### Task statement
Return, from the lines below, each one that includes the word "DOWNER".

(Stored items)
BEGIN

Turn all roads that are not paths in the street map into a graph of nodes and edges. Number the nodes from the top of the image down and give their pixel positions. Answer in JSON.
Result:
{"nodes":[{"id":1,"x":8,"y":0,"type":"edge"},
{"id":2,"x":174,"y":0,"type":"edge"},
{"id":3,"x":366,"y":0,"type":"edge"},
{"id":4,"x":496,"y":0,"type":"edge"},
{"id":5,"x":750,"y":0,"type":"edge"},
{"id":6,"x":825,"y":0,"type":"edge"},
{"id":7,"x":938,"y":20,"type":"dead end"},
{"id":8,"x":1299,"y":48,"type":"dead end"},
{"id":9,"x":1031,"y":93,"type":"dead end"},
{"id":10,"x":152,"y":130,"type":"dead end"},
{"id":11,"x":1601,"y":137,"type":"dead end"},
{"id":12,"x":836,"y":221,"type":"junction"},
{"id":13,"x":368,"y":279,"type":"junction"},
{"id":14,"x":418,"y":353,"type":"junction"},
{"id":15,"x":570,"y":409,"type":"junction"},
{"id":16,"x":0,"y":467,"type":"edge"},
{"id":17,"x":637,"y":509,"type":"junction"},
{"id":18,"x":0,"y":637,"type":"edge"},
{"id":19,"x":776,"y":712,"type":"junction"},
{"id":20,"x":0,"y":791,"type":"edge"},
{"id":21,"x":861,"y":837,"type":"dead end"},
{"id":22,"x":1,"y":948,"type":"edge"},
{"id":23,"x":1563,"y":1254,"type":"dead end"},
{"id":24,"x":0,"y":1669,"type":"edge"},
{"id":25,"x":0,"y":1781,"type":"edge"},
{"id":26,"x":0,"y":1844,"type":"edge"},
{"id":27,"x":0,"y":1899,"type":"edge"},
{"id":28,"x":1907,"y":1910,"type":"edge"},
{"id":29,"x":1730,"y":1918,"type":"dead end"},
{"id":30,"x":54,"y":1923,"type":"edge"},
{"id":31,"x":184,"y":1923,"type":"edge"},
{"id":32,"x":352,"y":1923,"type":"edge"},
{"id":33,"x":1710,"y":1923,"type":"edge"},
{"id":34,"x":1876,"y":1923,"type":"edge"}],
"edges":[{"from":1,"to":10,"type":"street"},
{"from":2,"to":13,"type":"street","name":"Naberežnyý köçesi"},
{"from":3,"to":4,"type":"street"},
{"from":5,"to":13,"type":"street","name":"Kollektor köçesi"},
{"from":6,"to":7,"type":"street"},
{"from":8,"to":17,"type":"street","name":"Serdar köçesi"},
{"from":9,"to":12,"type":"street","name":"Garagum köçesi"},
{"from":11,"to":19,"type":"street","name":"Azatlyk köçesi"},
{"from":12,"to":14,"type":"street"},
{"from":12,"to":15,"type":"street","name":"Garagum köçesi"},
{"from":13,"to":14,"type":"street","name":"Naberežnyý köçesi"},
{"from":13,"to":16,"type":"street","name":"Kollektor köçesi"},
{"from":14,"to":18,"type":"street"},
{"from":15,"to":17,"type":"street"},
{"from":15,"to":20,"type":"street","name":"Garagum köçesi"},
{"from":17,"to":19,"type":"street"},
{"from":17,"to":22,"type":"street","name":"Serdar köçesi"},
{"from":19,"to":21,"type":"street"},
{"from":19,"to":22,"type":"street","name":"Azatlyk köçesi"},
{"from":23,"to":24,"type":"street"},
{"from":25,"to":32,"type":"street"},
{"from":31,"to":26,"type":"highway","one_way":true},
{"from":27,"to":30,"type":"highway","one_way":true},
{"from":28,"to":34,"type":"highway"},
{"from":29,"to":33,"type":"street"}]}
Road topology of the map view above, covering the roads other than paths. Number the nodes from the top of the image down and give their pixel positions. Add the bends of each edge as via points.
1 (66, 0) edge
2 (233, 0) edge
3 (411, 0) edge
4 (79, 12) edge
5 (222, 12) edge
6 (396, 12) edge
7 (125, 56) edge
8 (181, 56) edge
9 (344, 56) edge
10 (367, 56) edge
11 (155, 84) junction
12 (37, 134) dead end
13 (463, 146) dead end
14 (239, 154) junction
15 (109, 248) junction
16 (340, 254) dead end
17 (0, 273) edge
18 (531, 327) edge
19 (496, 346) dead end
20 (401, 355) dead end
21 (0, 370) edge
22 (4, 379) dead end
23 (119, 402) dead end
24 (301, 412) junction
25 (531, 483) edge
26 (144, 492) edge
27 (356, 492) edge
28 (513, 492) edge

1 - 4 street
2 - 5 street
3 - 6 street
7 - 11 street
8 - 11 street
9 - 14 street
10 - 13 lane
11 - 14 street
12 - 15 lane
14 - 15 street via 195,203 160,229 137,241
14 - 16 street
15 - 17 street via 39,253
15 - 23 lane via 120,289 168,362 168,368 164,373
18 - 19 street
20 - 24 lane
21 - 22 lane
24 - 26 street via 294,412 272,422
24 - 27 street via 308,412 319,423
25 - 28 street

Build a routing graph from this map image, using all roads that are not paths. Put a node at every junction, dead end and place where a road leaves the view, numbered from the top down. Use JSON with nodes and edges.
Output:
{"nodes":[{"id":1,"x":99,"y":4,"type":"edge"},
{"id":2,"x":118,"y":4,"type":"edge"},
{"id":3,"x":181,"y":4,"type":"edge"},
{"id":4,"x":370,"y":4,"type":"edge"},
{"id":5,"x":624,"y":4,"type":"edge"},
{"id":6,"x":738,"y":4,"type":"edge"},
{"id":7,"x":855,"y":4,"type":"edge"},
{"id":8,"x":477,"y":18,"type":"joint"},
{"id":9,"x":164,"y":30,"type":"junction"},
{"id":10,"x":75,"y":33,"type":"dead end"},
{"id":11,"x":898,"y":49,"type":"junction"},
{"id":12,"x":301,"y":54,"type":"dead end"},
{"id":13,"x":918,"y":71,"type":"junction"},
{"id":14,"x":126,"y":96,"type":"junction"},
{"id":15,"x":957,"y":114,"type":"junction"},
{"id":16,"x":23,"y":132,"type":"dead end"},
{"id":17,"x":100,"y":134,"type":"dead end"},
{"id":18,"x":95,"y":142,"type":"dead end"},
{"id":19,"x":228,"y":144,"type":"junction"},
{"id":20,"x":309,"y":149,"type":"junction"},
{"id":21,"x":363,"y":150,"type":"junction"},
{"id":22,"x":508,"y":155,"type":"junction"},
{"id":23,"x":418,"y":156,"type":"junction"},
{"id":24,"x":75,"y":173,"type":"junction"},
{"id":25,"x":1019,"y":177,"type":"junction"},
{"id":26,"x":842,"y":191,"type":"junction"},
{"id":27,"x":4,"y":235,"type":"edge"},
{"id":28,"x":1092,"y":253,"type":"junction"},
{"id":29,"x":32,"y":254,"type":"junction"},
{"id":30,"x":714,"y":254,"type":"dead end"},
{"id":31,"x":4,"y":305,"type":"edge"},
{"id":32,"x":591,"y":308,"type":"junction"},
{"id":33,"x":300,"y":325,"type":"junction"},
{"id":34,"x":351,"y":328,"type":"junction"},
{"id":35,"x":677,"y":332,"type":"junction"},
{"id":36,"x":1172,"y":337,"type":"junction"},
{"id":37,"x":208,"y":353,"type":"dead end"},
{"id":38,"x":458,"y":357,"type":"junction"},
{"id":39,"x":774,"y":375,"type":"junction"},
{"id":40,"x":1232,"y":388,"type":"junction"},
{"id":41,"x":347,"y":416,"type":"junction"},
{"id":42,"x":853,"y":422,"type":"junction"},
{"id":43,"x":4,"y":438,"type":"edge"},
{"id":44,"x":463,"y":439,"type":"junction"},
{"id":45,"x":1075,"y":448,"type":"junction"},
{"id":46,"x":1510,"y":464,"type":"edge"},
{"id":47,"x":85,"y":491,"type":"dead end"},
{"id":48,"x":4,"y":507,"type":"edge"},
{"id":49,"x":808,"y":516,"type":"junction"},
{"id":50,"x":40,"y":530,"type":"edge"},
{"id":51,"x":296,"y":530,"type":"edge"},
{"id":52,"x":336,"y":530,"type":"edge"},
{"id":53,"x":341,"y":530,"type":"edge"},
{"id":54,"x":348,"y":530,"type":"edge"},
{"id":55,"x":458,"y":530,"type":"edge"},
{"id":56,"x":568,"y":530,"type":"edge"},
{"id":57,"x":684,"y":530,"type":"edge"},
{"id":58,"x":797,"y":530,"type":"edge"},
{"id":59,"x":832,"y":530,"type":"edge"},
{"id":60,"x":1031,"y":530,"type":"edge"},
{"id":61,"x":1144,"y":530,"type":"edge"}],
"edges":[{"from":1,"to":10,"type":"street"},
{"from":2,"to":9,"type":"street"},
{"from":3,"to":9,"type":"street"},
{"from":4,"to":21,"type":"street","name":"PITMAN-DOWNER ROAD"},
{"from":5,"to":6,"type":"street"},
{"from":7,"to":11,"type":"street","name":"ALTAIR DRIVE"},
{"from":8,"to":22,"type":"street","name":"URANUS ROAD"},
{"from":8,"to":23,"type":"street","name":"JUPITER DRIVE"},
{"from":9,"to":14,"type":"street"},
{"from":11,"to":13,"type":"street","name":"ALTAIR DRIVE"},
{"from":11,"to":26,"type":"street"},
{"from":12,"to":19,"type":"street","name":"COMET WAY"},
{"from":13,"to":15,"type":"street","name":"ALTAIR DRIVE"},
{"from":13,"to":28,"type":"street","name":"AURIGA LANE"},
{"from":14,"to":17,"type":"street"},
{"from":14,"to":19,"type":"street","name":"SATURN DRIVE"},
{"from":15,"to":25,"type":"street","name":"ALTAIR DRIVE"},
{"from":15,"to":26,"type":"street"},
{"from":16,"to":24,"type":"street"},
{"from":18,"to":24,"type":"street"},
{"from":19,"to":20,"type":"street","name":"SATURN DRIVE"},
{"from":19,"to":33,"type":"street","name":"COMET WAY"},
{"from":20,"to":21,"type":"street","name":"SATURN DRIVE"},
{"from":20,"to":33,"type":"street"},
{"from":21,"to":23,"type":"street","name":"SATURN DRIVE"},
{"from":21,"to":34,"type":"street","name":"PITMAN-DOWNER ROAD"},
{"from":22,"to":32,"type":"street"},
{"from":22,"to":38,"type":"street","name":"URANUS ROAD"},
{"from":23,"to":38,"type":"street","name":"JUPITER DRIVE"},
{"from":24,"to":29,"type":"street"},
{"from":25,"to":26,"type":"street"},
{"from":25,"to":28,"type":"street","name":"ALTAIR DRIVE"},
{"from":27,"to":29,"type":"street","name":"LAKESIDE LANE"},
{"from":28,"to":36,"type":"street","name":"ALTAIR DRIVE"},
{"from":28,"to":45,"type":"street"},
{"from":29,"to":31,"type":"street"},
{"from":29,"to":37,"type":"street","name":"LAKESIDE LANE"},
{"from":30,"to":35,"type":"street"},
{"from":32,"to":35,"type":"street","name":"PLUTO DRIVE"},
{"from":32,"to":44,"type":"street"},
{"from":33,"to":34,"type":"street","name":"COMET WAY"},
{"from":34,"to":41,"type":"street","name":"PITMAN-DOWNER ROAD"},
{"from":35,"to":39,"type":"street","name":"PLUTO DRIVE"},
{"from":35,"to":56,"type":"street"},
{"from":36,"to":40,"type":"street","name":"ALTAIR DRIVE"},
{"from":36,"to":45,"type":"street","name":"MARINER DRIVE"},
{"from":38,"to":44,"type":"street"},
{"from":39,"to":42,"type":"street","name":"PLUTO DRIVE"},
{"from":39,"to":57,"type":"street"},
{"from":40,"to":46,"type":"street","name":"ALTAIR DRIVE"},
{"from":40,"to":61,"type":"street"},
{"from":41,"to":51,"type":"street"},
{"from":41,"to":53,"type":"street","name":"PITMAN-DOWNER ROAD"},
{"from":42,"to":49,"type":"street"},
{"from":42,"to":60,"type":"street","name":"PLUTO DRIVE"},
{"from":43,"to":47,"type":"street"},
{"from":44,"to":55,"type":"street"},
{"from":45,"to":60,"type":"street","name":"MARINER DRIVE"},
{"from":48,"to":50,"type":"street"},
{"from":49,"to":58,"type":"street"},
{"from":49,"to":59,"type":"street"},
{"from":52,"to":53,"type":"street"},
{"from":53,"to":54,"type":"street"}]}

END

### Written solution
{"from":4,"to":21,"type":"street","name":"PITMAN-DOWNER ROAD"},
{"from":21,"to":34,"type":"street","name":"PITMAN-DOWNER ROAD"},
{"from":34,"to":41,"type":"street","name":"PITMAN-DOWNER ROAD"},
{"from":41,"to":53,"type":"street","name":"PITMAN-DOWNER ROAD"},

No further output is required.